How does it perform compared to the actual values?

Let's go back to a bloated situation:

TRUNCATE test ;
INSERT INTO test SELECT * FROM rental;
SELECT relname, pg_table_size(oid) AS index_size,
  100-(stattuple.pgstatindex(relname)).avg_leaf_density AS bloat_ratio
FROM pg_class
WHERE relname ~ 'test' AND relkind = 'i'
ORDER BY 1;
ANALYZE test;
                    relname                    | index_size | bloat_ratio 
-----------------------------------------------+------------+-------------
 test_inventory_id_idx                         |     507904 |       34.11
 test_pkey                                     |     376832 |       10.25
 test_rental_date_inventory_id_customer_id_idx |     630784 |       26.14

I created the file "~/tmp/bloat_index.sql" with this estimated indexes bloat query filtering on table "test", here is the result of it:

postgres@pagila=# \i ~/tmp/bloat_index.sql 
 current_database | nspname | table_name |                  index_name                   | totalbytes | wastedbytes |      realbloat      
------------------+---------+------------+-----------------------------------------------+------------+-------------+---------------------
 pagila           | public  | test       | test_inventory_id_idx                         |     507904 |      172032 | 33.8709677419354839
 pagila           | public  | test       | test_pkey                                     |     376832 |       40960 | 10.8695652173913043
 pagila           | public  | test       | test_rental_date_inventory_id_customer_id_idx |     630784 |      172032 | 27.2727272727272727

Well, pretty close :-)

Let's REINDEX:

REINDEX TABLE test;
ANALYZE test;
SELECT relname, pg_table_size(oid) AS index_size,
  100-(stattuple.pgstatindex(relname)).avg_leaf_density AS bloat_ratio
FROM pg_class
WHERE relname ~ 'test' AND relkind = 'i'
ORDER BY 1;
                    relname                    | index_size | bloat_ratio 
-----------------------------------------------+------------+-------------
 test_inventory_id_idx                         |     376832 |       10.25
 test_pkey                                     |     376832 |       10.25
 test_rental_date_inventory_id_customer_id_idx |     524288 |       10.73

postgres@pagila=# \i ~/tmp/bloat_index.sql 
 current_database | nspname | table_name |                  index_name                   | totalbytes | wastedbytes |      realbloat      
------------------+---------+------------+-----------------------------------------------+------------+-------------+---------------------
 pagila           | public  | test       | test_inventory_id_idx                         |     376832 |       40960 | 10.8695652173913043
 pagila           | public  | test       | test_pkey                                     |     376832 |       40960 | 10.8695652173913043
 pagila           | public  | test       | test_rental_date_inventory_id_customer_id_idx |     524288 |       65536 | 12.5000000000000000

Not bad.

Let's create some bloat.
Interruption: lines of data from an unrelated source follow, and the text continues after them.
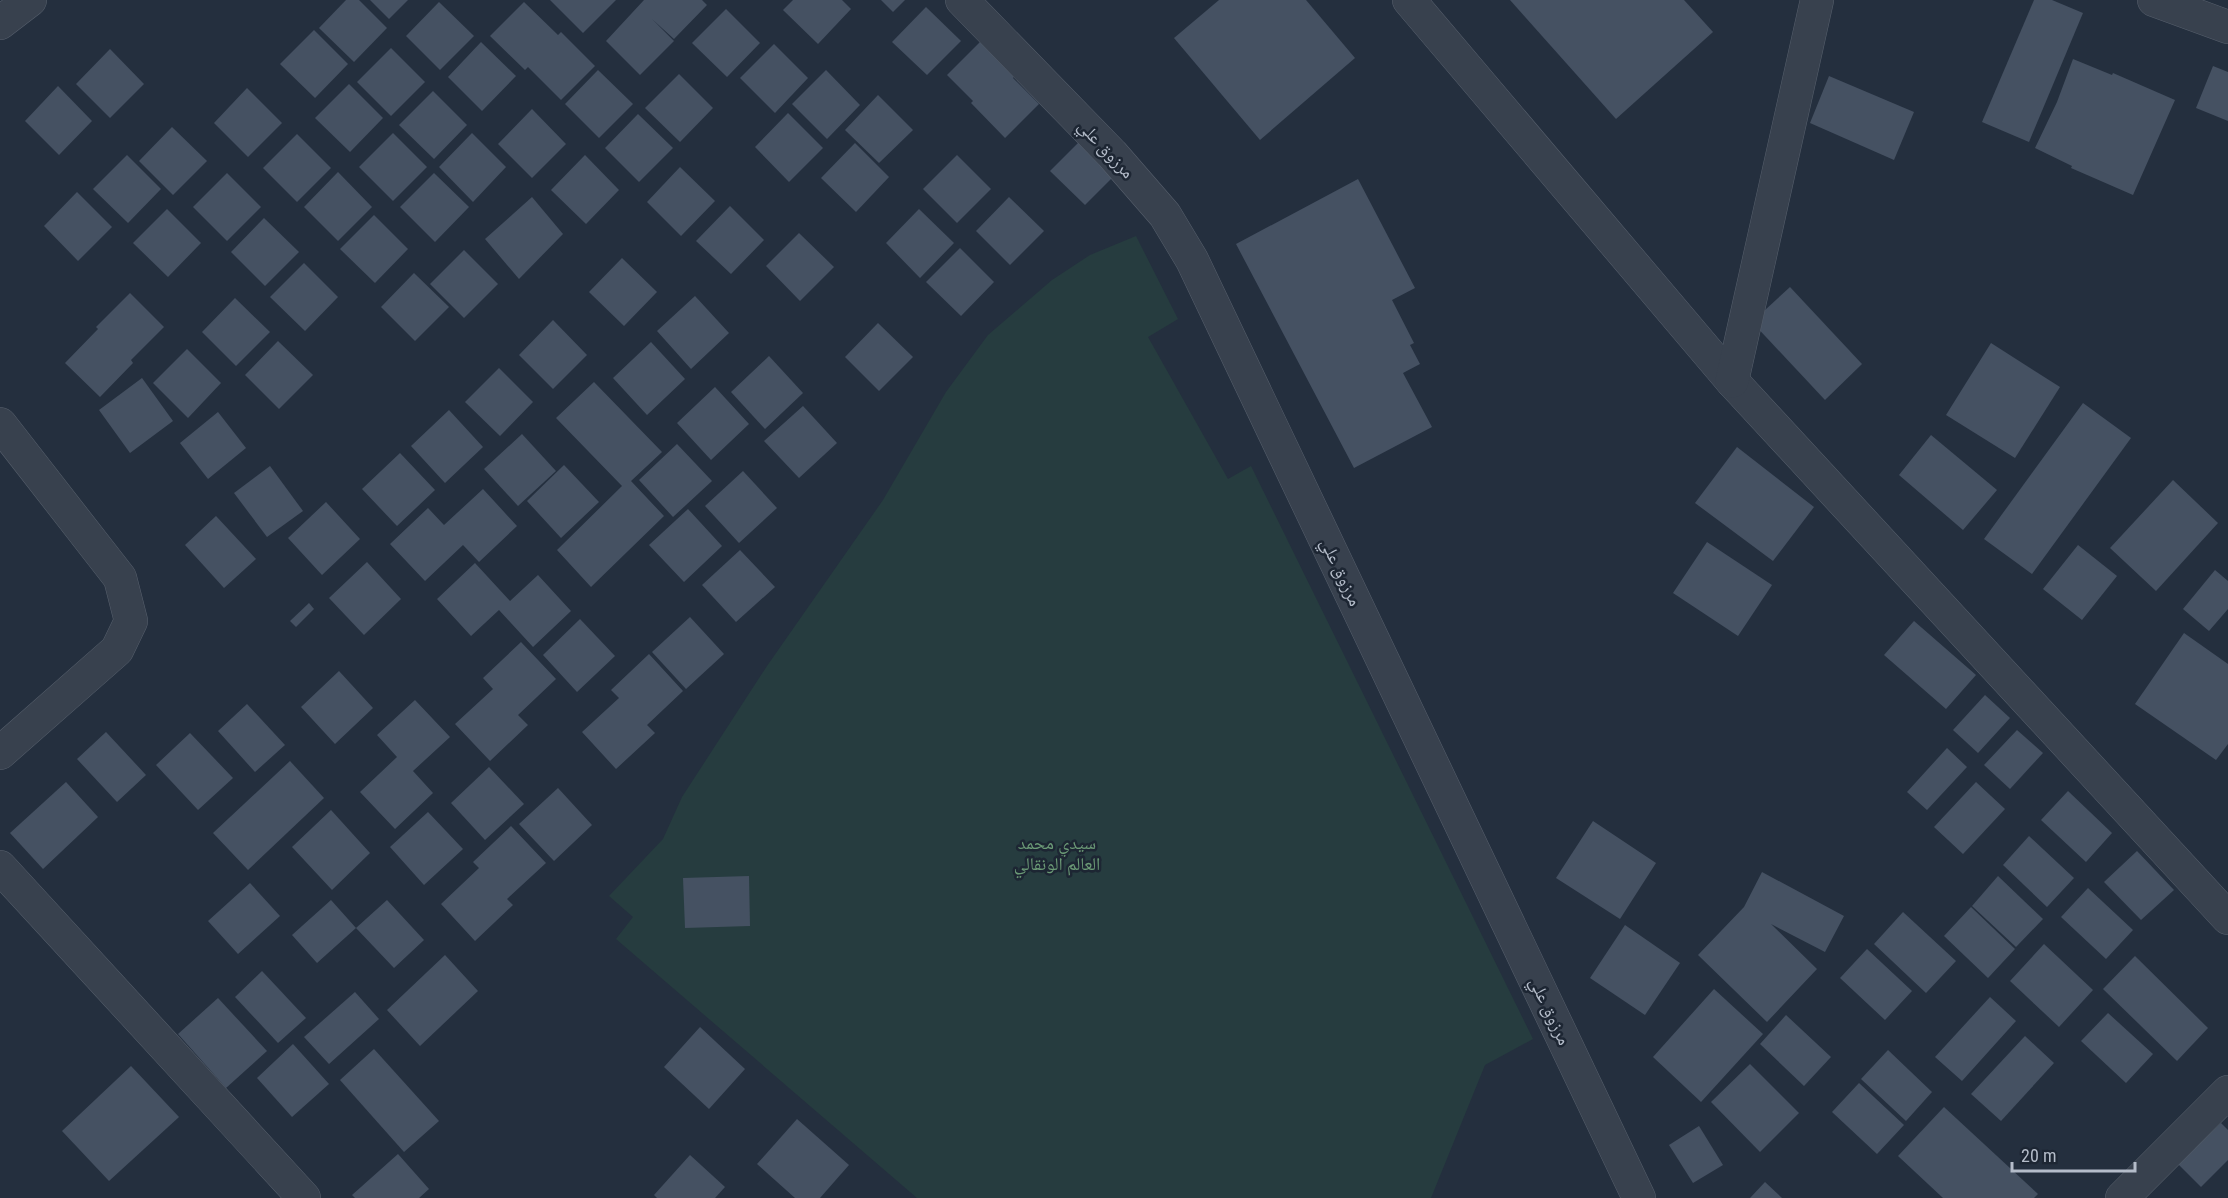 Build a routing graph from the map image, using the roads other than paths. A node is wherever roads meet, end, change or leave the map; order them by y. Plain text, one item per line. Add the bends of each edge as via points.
1 (30, 0) edge
2 (962, 0) edge
3 (1409, 0) edge
4 (1817, 0) edge
5 (2174, 3) edge
6 (0, 23) edge
7 (2228, 27) edge
8 (1732, 381) junction
9 (0, 424) edge
10 (0, 753) edge
11 (0, 867) edge
12 (2228, 918) edge
13 (2228, 1092) edge
14 (304, 1198) edge
15 (1639, 1198) edge
16 (2122, 1198) edge

1 - 6 street
2 - 15 street, مرزوق علي via 1112,154 1165,215 1192,260
3 - 8 street
4 - 8 street
5 - 7 street
8 - 12 street
9 - 10 street via 120,578 131,621 117,650
11 - 14 street
13 - 16 street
The table is approx. 160,000 rows, so the following query updates ~10% of the table:

UPDATE test SET rental_date = current_timestamp WHERE rental_id < 3200 AND rental_id%2 = 0;
ANALYZE test ;
postgres@pagila=# SELECT relname, pg_table_size(oid) as index_size,
  100-(stattuple.pgstatindex(relname)).avg_leaf_density AS bloat_ratio
FROM pg_class
WHERE relname ~ 'test' AND relkind = 'i'
ORDER BY 1
;
                    relname                    | index_size | bloat_ratio 
-----------------------------------------------+------------+-------------
 test_inventory_id_idx                         |     475136 |       22.42
 test_pkey                                     |     450560 |       18.04
 test_rental_date_inventory_id_customer_id_idx |     598016 |       14.26
(3 rows)

postgres@pagila=# \i ~/tmp/bloat_index.sql 
 current_database | nspname | table_name |                  index_name                   | totalbytes | wastedbytes |      realbloat      
------------------+---------+------------+-----------------------------------------------+------------+-------------+---------------------
 pagila           | public  | test       | test_inventory_id_idx                         |     475136 |      139264 | 29.3103448275862069
 pagila           | public  | test       | test_pkey                                     |     450560 |      114688 | 25.4545454545454545
 pagila           | public  | test       | test_rental_date_inventory_id_customer_id_idx |     598016 |      139264 | 23.2876712328767123
(3 rows)

Erk, not so good. Moar bloat?

UPDATE test SET rental_date = current_timestamp WHERE rental_id%2 = 0;
ANALYZE test ;
SELECT relname, pg_table_size(oid) AS index_size,
  100-(stattuple.pgstatindex(relname)).avg_leaf_density AS bloat_ratio
FROM pg_class
WHERE relname ~ 'test' AND relkind = 'i'
ORDER BY 1;
                    relname                    | index_size | bloat_ratio 
-----------------------------------------------+------------+-------------
 test_inventory_id_idx                         |     745472 |       55.48
 test_pkey                                     |     737280 |       54.98
 test_rental_date_inventory_id_customer_id_idx |     925696 |       49.96
(3 rows)

postgres@pagila=# \i ~/tmp/bloat_index.sql 
 current_database | nspname | table_name |                  index_name                   | totalbytes | wastedbytes |      realbloat      
------------------+---------+------------+-----------------------------------------------+------------+-------------+---------------------
 pagila           | public  | test       | test_inventory_id_idx                         |     745472 |      409600 | 54.9450549450549451
 pagila           | public  | test       | test_pkey                                     |     737280 |      401408 | 54.4444444444444444
 pagila           | public  | test       | test_rental_date_inventory_id_customer_id_idx |     925696 |      466944 | 50.4424778761061947
(3 rows)

Well, better again.

Conclusion

This new query performs much better for indexes than the usual one everyone knew for a long time. But it isn't perfect, showing sometimes some quite wrong results.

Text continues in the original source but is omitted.